Ouroboros is the depiction of a serpent with its tail in its mouth, continually eating itself and being reborn. The origin of the word comes from the Greek words oura, meaning tail and boros, meaning eating. So, the word quite literally means self-devouring.
Whilst the image in your head of the word probably isn’t the most pleasant, the symbolism is truly special with differentiations of the meaning in each era and culture.
Historical and Cultural representations
The first known representation of the Ouroboros symbol was in Ancient Egypt in the 13th Century BC, on the shrine of Tutankhamen, symbolizing his life, death and rebirth. Ouroboros was often used in the Egyptian era to represent their views of immortality and cycles of nature. For example, they believed the rising and setting of the sun to be the source of cyclical time and Ra (God of Sun) was born every morning as the sun rose.
Ouroboros then shortly reached the shores of Greece, with a different meaning. To the famous philosopher Plato, the symbol represented self-reliance and self-destruction, harnessing a darker meaning to this symbol. However, for the Greek Alchemists the symbol stood for ‘One is All’, meaning eternity and unity of time’s beginning and end, which is definitely less bleak than Plato’s depiction!

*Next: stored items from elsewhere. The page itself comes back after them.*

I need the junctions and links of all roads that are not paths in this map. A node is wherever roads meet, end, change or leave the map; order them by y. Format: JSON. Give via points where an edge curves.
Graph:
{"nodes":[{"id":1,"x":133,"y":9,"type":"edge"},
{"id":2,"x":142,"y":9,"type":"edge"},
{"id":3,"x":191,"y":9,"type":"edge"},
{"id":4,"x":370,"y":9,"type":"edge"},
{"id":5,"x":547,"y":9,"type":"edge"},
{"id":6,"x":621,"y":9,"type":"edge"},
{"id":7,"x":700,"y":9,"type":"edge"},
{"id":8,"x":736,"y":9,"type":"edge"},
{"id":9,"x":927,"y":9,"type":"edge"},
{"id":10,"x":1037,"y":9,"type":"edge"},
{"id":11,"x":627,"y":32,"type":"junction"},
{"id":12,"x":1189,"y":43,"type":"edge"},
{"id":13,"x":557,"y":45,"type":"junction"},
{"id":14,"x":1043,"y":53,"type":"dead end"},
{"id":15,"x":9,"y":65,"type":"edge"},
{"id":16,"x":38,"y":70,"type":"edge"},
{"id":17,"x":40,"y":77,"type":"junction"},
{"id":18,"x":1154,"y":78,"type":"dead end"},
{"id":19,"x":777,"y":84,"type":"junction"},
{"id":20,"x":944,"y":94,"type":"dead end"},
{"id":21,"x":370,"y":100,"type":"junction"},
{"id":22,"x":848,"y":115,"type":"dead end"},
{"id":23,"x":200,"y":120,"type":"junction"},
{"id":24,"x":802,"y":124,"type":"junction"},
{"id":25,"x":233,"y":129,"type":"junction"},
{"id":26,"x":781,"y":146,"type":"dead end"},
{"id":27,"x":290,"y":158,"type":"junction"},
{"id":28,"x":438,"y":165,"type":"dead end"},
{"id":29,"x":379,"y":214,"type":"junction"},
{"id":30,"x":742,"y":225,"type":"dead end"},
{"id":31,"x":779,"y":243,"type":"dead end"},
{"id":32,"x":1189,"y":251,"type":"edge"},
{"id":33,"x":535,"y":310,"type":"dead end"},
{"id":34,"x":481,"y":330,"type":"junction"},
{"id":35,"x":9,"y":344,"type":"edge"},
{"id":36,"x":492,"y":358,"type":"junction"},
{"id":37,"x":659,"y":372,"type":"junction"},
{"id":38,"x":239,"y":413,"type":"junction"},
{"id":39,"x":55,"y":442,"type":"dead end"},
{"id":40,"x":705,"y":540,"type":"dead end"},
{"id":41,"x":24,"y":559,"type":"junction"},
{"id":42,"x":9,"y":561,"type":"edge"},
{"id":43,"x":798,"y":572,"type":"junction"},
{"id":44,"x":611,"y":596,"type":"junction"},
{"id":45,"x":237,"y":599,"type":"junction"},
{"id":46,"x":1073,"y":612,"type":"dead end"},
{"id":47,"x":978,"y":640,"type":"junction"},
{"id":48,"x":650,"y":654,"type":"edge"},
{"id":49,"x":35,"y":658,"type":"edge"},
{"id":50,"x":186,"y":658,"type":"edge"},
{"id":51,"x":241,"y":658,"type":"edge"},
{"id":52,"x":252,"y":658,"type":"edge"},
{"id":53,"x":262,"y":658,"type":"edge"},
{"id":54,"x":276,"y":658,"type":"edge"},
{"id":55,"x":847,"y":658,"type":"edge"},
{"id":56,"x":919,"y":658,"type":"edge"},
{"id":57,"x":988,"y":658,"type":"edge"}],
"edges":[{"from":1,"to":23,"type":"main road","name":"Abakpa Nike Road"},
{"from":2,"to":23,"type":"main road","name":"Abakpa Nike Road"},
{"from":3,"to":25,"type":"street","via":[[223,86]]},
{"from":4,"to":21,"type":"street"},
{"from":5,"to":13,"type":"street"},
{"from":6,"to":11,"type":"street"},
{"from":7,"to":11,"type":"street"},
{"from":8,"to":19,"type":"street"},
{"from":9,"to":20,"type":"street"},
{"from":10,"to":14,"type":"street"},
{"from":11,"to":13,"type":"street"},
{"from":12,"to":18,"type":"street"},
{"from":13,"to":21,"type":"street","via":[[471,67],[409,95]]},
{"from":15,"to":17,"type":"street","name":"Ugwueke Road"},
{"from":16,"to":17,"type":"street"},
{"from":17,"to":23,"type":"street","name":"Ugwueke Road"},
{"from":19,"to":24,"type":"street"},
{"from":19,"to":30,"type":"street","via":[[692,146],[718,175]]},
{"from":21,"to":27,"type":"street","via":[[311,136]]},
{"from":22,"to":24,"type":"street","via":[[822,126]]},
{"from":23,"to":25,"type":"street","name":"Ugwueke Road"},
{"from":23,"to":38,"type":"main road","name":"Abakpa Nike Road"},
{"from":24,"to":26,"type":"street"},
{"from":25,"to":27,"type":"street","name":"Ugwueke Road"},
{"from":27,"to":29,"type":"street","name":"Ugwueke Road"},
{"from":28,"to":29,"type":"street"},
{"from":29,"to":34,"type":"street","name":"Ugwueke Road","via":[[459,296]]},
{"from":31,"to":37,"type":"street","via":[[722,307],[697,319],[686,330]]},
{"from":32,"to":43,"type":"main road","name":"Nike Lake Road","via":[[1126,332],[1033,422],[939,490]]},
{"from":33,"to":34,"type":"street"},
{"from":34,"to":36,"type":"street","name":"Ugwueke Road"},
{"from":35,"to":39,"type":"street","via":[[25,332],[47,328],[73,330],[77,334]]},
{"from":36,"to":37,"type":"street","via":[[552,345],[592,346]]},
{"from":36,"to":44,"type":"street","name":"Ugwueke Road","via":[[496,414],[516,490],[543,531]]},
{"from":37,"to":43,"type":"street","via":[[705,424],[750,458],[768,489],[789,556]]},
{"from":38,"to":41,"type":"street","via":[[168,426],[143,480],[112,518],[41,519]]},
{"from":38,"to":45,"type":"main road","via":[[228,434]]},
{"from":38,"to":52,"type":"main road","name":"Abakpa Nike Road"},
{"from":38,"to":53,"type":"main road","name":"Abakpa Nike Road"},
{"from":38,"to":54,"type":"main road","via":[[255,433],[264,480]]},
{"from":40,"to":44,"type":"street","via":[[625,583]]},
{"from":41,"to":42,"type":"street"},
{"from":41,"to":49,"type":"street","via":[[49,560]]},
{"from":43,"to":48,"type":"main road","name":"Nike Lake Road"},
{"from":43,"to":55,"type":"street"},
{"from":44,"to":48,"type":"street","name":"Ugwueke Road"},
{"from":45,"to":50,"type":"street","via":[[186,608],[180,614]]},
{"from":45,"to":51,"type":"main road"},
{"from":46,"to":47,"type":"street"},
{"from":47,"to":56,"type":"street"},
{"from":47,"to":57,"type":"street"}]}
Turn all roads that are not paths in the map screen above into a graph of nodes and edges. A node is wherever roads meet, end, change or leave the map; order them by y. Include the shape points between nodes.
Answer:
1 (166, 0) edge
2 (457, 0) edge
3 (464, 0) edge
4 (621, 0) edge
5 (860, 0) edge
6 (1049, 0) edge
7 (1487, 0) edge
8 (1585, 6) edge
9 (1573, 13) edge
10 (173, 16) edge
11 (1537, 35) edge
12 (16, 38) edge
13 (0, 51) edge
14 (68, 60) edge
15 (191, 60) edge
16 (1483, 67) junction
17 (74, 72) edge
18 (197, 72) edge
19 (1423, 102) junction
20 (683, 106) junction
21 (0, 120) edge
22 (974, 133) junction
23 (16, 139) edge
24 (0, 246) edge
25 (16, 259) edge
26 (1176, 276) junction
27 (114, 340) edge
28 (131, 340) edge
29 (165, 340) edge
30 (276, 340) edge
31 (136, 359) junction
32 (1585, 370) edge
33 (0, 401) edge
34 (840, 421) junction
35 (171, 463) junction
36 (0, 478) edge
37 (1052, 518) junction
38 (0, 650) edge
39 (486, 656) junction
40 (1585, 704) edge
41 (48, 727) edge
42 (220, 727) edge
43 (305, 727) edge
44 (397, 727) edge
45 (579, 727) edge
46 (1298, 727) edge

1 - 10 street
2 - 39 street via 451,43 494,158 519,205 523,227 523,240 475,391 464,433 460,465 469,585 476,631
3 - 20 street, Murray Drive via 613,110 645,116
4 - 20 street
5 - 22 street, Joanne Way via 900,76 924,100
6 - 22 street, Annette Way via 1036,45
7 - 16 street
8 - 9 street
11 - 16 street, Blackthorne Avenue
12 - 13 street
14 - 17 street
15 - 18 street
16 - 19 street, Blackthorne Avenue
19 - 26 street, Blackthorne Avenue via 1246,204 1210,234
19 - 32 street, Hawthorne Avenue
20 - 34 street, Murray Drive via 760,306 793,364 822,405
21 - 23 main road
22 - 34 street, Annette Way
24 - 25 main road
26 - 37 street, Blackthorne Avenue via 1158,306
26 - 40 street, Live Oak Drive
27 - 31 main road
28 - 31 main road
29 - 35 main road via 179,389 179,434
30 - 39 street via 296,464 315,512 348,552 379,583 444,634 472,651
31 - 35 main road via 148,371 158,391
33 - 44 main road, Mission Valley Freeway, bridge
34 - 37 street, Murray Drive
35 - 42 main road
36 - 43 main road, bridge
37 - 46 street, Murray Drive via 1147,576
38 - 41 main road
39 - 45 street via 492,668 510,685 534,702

During the Ancient Roman era, the Ouroboros was associated with the God Saturn, who ruled time and the cycles of the year. They believed that Saturn connected each year to the next in an infinite cycle. Therefore, representing eternity.
In China, the symbol is often portrayed with a dragon as opposed to a snake and represents unity in Chinese culture. It is sometimes compared to the Ying and Yang symbol, where two contrary forces interconnect.
In modern times and cultures, the symbol generally represents the constant cycle of creation, destruction and recreation and good things eventually come in to one’s life.
Similar to Plato and the Chinese interpretation of the Ouroboros, (in the sense of viewing the good and the bad), psychologist Carl Jung viewed the symbol as human’s ability to regenerate or rebirth ourselves through self-reflection. The self-reflection of our conscious and un-conscious selves would create wholeness and unity.
Ouroboros jewellery was first worn and produced during the Egyptian era but surged during the Georgian and Victorian eras due to popularity of snake and mourning jewellery in the 1800s. The powerful ouroboros symbol poetically being used commemorate the dead and celebrate the living in beautiful pieces of solid gold and silver. Today Ouroboros jewellery continues to represent the cycles in life and the potential to re-create yourself at a time where you feel you have been reborn.